Investors aged 65 and above will receive about 70 percent of their investment. In a formal proposal made to the Securities and Futures Commission yesterday, the banks said they will cap the total payable sum at 60 percent and will not repay the difference if collaterals are sold at a higher price in the future.
The move, which came a day after the July 1 protest, was a follow-up to the "touch base" meeting that representatives of the banks had with the SFC on Monday, in which no specific settlement plan was tabled.
It also came ahead of SFC chief Martin Wheatley's scheduled third meeting with a Legco panel today.
Explaining the cap, a source told The Standard that the banks will now lose as much as HK$1.5 billion rather than the HK$800 million as reported earlier by local media.

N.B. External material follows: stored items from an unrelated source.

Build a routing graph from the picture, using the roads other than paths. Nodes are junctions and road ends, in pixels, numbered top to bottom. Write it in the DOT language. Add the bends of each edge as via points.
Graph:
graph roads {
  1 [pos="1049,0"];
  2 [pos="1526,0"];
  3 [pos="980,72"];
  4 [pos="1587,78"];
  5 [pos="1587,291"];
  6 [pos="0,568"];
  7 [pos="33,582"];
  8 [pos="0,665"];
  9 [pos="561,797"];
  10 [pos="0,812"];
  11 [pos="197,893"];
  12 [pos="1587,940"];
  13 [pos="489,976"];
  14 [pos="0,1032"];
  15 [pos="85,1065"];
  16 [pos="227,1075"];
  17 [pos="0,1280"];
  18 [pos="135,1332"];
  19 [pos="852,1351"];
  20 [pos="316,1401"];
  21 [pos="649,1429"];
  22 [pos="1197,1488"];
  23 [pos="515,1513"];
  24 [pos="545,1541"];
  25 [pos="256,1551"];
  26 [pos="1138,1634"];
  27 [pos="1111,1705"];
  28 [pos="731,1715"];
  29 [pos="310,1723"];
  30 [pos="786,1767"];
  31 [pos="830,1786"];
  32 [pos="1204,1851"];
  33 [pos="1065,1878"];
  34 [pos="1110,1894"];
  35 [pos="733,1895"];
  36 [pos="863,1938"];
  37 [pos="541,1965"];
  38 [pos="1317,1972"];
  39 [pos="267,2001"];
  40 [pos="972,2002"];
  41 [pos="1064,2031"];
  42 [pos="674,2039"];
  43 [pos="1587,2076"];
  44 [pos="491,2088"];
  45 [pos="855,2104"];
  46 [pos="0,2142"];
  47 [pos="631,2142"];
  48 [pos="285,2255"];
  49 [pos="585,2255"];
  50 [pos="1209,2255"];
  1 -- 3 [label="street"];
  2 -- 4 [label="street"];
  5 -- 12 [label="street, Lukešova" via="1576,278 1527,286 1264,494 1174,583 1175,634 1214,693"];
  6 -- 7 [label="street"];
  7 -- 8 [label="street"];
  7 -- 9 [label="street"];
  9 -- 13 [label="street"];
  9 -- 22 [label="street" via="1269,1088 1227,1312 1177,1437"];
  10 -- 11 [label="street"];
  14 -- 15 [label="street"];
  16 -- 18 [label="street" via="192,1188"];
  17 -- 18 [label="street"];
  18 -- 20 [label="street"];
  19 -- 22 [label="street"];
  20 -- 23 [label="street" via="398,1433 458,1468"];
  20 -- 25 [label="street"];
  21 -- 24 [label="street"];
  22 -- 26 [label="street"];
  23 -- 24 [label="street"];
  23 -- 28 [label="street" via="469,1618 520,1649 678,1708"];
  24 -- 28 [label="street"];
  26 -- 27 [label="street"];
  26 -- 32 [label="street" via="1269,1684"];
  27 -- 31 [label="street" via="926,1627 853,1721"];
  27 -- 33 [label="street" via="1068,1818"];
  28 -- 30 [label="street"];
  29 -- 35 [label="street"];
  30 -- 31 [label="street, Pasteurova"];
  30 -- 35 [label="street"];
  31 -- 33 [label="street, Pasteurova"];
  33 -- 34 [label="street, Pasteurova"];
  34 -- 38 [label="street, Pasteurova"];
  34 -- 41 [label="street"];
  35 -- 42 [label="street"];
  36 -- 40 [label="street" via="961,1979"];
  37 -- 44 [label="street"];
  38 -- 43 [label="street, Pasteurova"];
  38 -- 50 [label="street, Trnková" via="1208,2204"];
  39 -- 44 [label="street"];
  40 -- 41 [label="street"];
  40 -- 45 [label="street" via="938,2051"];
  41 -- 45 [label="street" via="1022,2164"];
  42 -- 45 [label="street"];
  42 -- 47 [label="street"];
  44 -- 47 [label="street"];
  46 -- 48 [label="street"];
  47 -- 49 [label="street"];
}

Some Lehman minibonds have lost all their value and a few are worth at most 20 percent of their original value.
Reports that the receiver of Lehman Brothers assets in Singapore will soon sign a deal offering the local liquidator an extra 20 percent to 30 percent of the collateral values of minibonds does not bode well for local investors, a banking source said.
"Investors may only get back less than 40 percent of their invested sum [rather] than the 53 percent Ernst & Young originally offered," the source said.
Possible litigation in the United States may also affect what Hong Kong investors retrieve.
The liquidator of Lehman assets has claimed that it has the right to own the collateral of all Lehman-related products globally.
This may compel distributor banks to go to court in the United States, where Lehman Brothers was based, and reduce any settlement with local investors.
Another source noted that the local investors' group - Allied Victims of Lehman Products - is avoiding the fact that few lenders have settled cases with a payback ratio higher than 60 percent to 70 percent and those payments were not retrospective.
The banking industry could lose up to HK$4.2 billion if the Lehman products' valuation drops to 26 percent of the original price, and up to HK$7.5 billion if they are worth nothing.
Lehman-related products worth HK$12 billion were sold in Hong Kong by 19 banks, according to the Hong Kong Monetary Authority.
Eleven of the banks were found to be involved in misconduct in the sale of those products, the SFC told lawmakers last week.
An SFC spokesman declined to comment on the banks' proposal.
But at last Friday's meeting at the Legislative Council, Wheatley said the SFC welcomed all proposals as long as they deterred misselling practices.
Meanwhile, the SFC said brokerage firms Sun Hung Kai Investment and KGI Asia have both completed their voluntary repurchase of Lehman Brothers minibonds, according to agreements they had with the regulator.
SHKI and KGI separately undertook to repurchase all outstanding Lehman Brothers minibonds subscribed, at a price equal to the principal amount, from eligible clients following the SFC's investigation into their sale of Lehman Brothers minibonds.
These agreements helped 329 clients recover their initial investments in full.
Last month, BOC Hong Kong (2388) - the largest vendor of Lehman minibonds - offered a similar payback ratio of 60 percent to 70 percent to investors plus a top-up for future collateral sales.